The way I have tried is.... 1\24+1\24+1\24=1.125 then 1\1.125=0.8

P=V2\R 1000\ 24 = 41.46x3=125 now I am lost or completely ballsed it up. Any help would be appreciated.

 

[Pete999]

Can you not provide a circuit diagram? I.m assuming you have 3 x 24ohm resistors in parallel with 100 Volts as the supply is that correct? What is it you are actually asked to find? because your post is a bit uncommunicative. As an add onit's been a very long time sibce I had to do calcs like this.

 

[JAWS]

I tried to put the circuit pic on here but its not having any of it.
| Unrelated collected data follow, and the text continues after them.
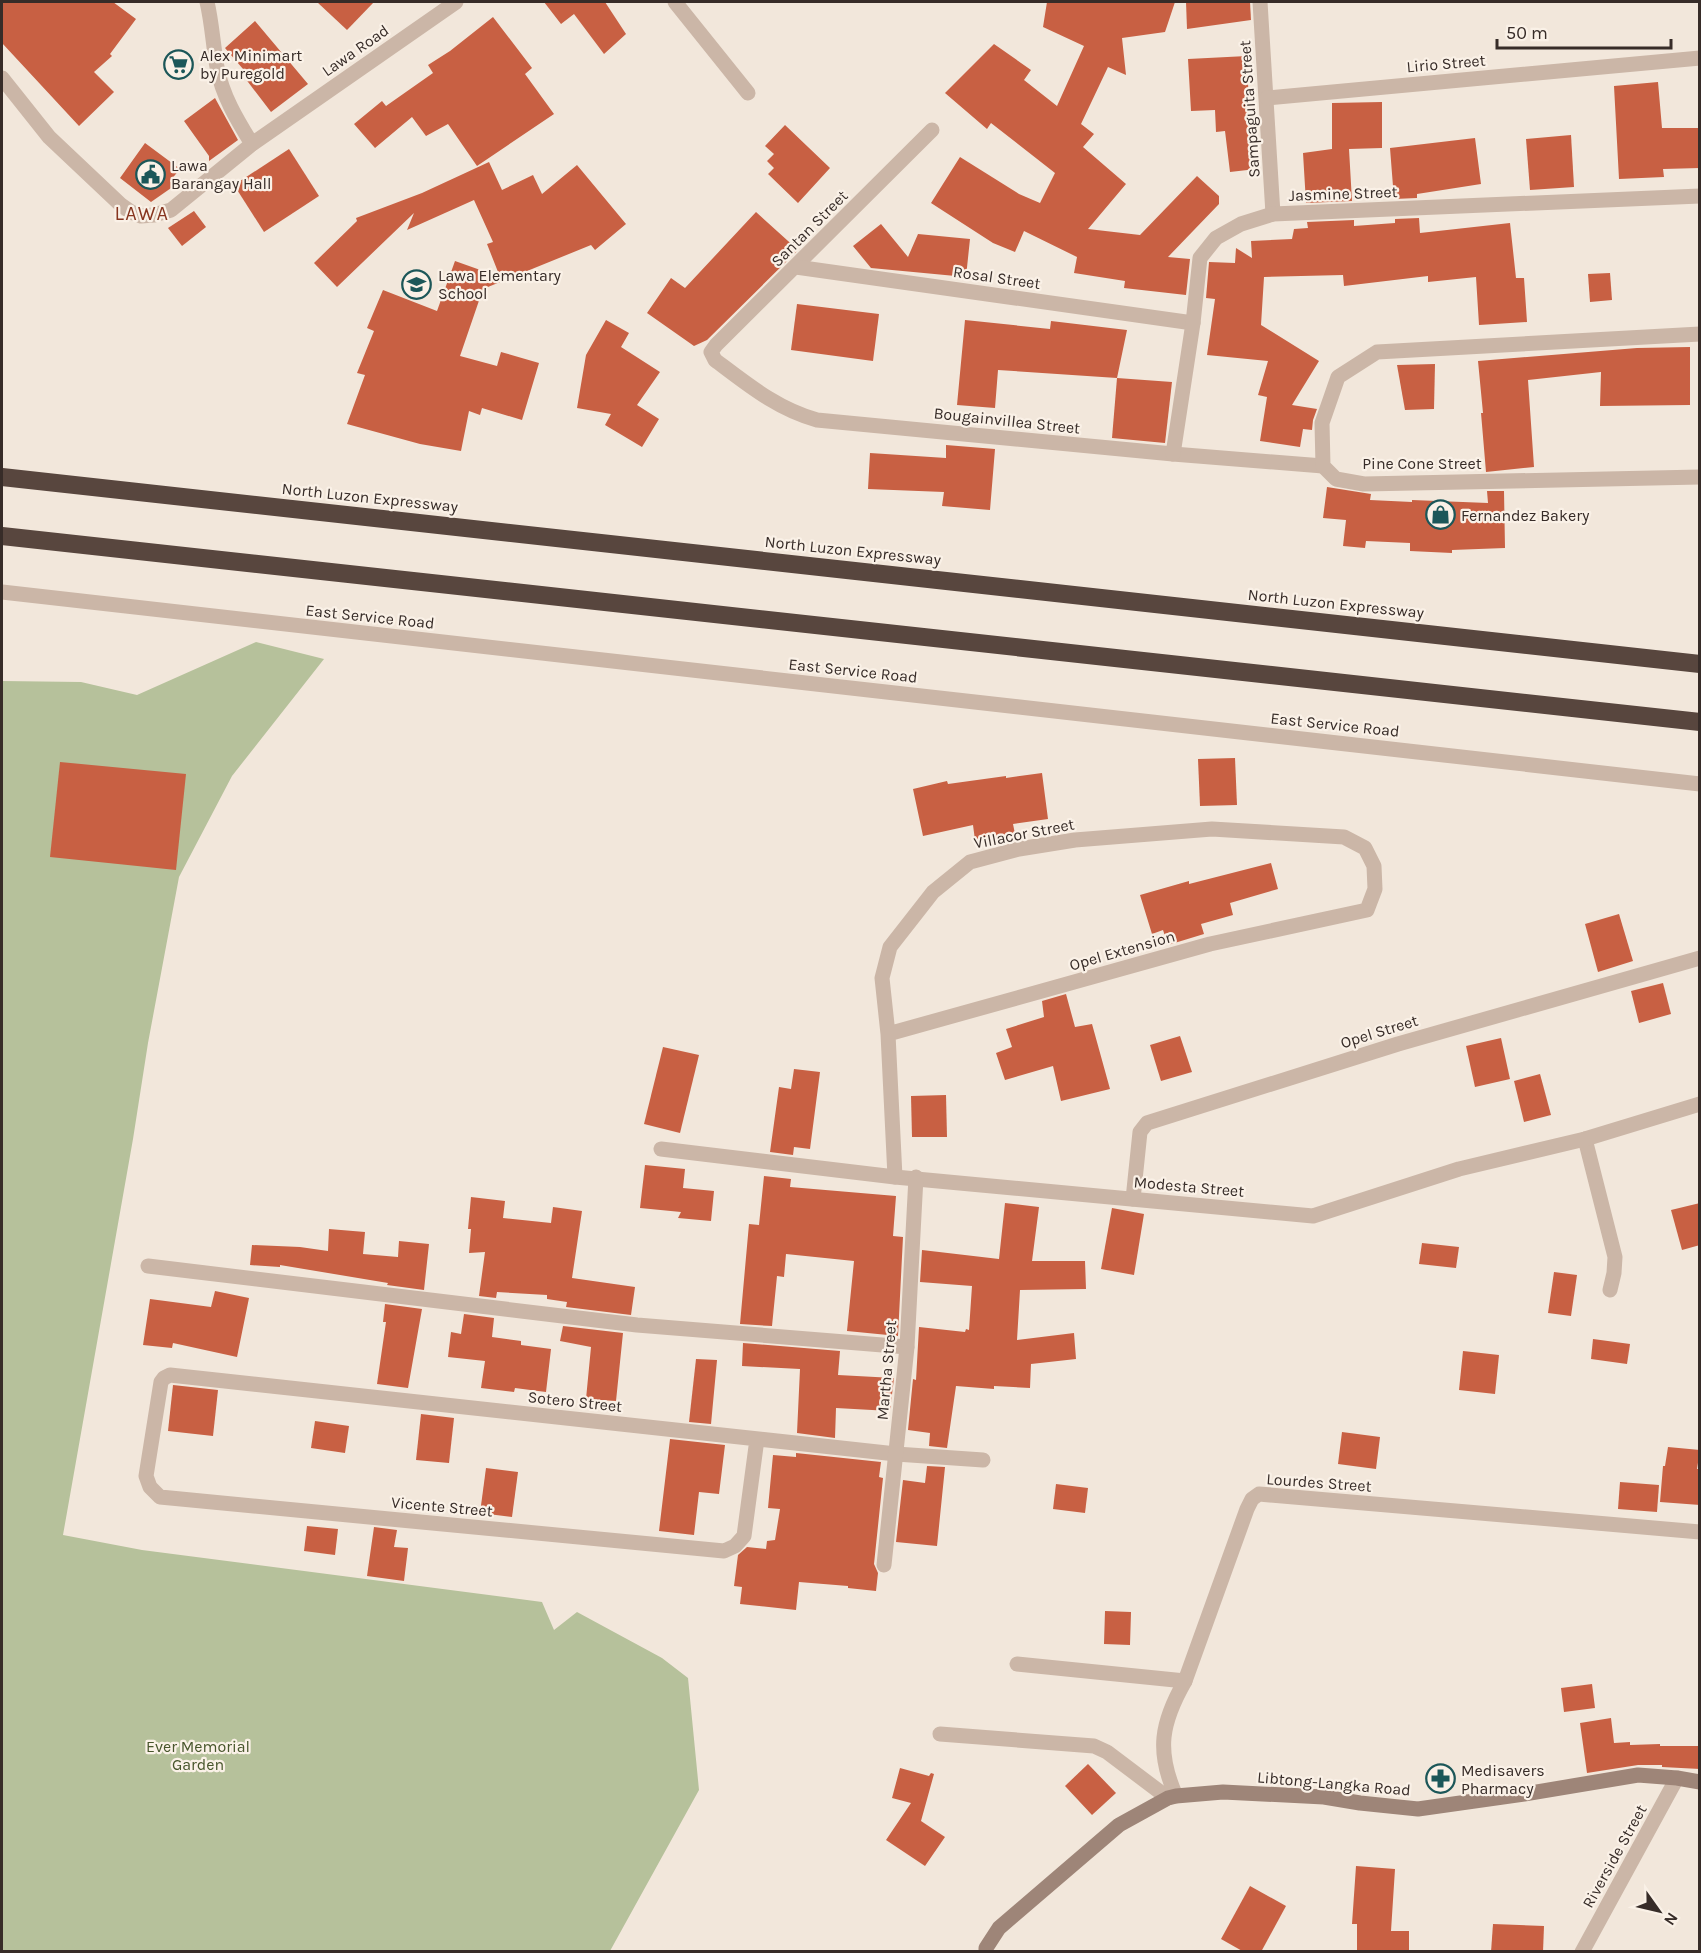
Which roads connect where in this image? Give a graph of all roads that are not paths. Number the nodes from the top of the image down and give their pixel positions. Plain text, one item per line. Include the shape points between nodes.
1 (207, 2) edge
2 (456, 2) edge
3 (675, 2) edge
4 (1260, 2) edge
5 (1700, 58) edge
6 (2, 78) edge
7 (748, 93) dead end
8 (1267, 98) junction
9 (932, 130) dead end
10 (252, 144) junction
11 (1700, 196) edge
12 (1273, 214) junction
13 (796, 267) junction
14 (1193, 323) junction
15 (1700, 334) edge
16 (711, 352) joint
17 (1173, 454) junction
18 (1323, 466) junction
19 (2, 477) edge
20 (1700, 477) edge
21 (2, 536) edge
22 (2, 592) edge
23 (1700, 664) edge
24 (1700, 722) edge
25 (1700, 784) edge
26 (1367, 910) joint
27 (1700, 958) edge
28 (888, 1034) junction
29 (1700, 1104) edge
30 (1585, 1139) junction
31 (661, 1149) dead end
32 (896, 1176) junction
33 (916, 1177) junction
34 (1133, 1199) junction
35 (148, 1266) dead end
36 (1610, 1290) dead end
37 (907, 1347) junction
38 (164, 1378) joint
39 (758, 1439) junction
40 (896, 1454) junction
41 (983, 1460) dead end
42 (1700, 1532) edge
43 (884, 1565) dead end
44 (1017, 1664) dead end
45 (1185, 1681) junction
46 (940, 1734) dead end
47 (1677, 1778) junction
48 (1700, 1782) edge
49 (1172, 1797) junction
50 (986, 1952) edge
51 (1582, 1952) edge

1 - 10 street via 217,68 228,103
2 - 10 street, Lawa Road
3 - 7 street
4 - 8 street, Sampaguita Street
5 - 8 street, Lirio Street
6 - 10 street, Lawa Road via 49,137 122,205 141,216 171,210
8 - 12 street, Sampaguita Street
9 - 13 street, Santan Street
11 - 12 street, Jasmine Street
12 - 14 street, Jasmine Street via 1241,224 1216,238 1200,258
13 - 14 street, Rosal Street
13 - 16 street, Santan Street
14 - 17 street, Jasmine Street
15 - 18 street via 1377,352 1338,377 1322,423
16 - 17 street, Bougainvillea Street via 715,360 760,393 795,414 817,420
17 - 18 street, Bougainvillea Street
18 - 20 street, Pine Cone Street via 1336,479 1364,484
19 - 23 highway, North Luzon Expressway
21 - 24 highway
22 - 25 street, East Service Road
26 - 28 street, Opel Extension via 1210,944
26 - 28 street, Villacor Street via 1375,889 1374,867 1365,848 1344,837 1212,829 1075,840 1019,849 970,862 933,892 890,947 882,978
27 - 34 street, Opel Street via 1398,1044 1147,1123 1140,1132
28 - 32 street, Villacor Street
29 - 30 street, Modesta Street
30 - 34 street, Modesta Street via 1460,1169 1313,1216
30 - 36 street via 1615,1257
31 - 32 street, Modesta Street
32 - 33 street, Modesta Street
33 - 34 street, Modesta Street
33 - 37 street, Martha Street
35 - 37 street via 637,1325
37 - 40 street, Martha Street
38 - 39 street, Sotero Street
38 - 39 street, Vicente Street via 146,1476 160,1497 724,1551 744,1536
39 - 40 street, Sotero Street
40 - 41 street, Sotero Street
40 - 43 street, Martha Street
42 - 45 street, Lourdes Street via 1259,1494 1247,1509
44 - 45 street
45 - 49 street, Lourdes Street via 1165,1729 1163,1757
46 - 49 street via 1094,1746
47 - 48 main road, Libtong-Langka Road
47 - 49 main road, Libtong-Langka Road via 1638,1775 1418,1809 1312,1796 1223,1792
47 - 51 street, Riverside Street
49 - 50 main road, Libtong-Langka Road via 1119,1825 999,1928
Its a normal circuit with 3 resistors in parallel, each resistor is 24 ohm and the voltage is 100v. Trying to find the power dissipated in the circuit.

 

[telectrix]

Rt =8.0 ohms ( 3 x 24 in parallel )

I = V/R = 100/8= 12.5A

P = VI = 100 x 12.5 = 1250 watts.

 

[JAWS]

Rt =8.0 ohms ( 3 x 24 in parallel )

I = V/R = 100/8= 12.5A

P = VI = 100 x 12.5 = 1250 watts.

Thank you so surely their answer must be wrong.

Another question is exactly the same but with 36 ohms rather then 24ohms then the answer should be....

Rt 12.04

I=V/R = 100/12.04=8.3A

P=VI =100 x 8.3A = 830w

Yet the reason I am getting mixed up is the answer they gave is 350w

 

[hightower]

Not sure how you got Rt as 12.04. Where'd the .04 come from?

 

[Pete999]

Not sure how you got Rt as 12.04. Where'd the .04 come from?

Beat me too it HT

 

[JAWS]

Good point.

I done 1/36 + 1/36 + 1/36 = 0.083 then 1/0.083=12.04

 

[SparkyChick]

The .04 is a rounding error probably. This is why it's handy if you can work in fractions until the very last moment.

1/36 + 1/36 + 1/36 = 3/36 = 1/12

Which, when you 1/(1/12) = 12 exactly.

 

[SparkyChick]

@Massive1 ...

When dealing with parallel networks you can do away with all the 1/a + 1/b etc. malarky providing all the resistors in the network are the same value using r/n where r is the value of one of the identical resistors and n is the number of resistors in the network.

 

[telectrix]

@Massive1 ...

When dealing with parallel networks you can do away with all the 1/a + 1/b etc. malarky providing all the resistors in the network are the same value using r/n where r is the value of one of the identical resistors and n is the number of resistors in the network.

egggsackly. 2 resistors the same value, divide by 2 , 3 divide by 3 ........ 10 divide by 10.

 

[SparkyChick]

egggsackly

That made me think this... "Accrington Stanley... who are they?"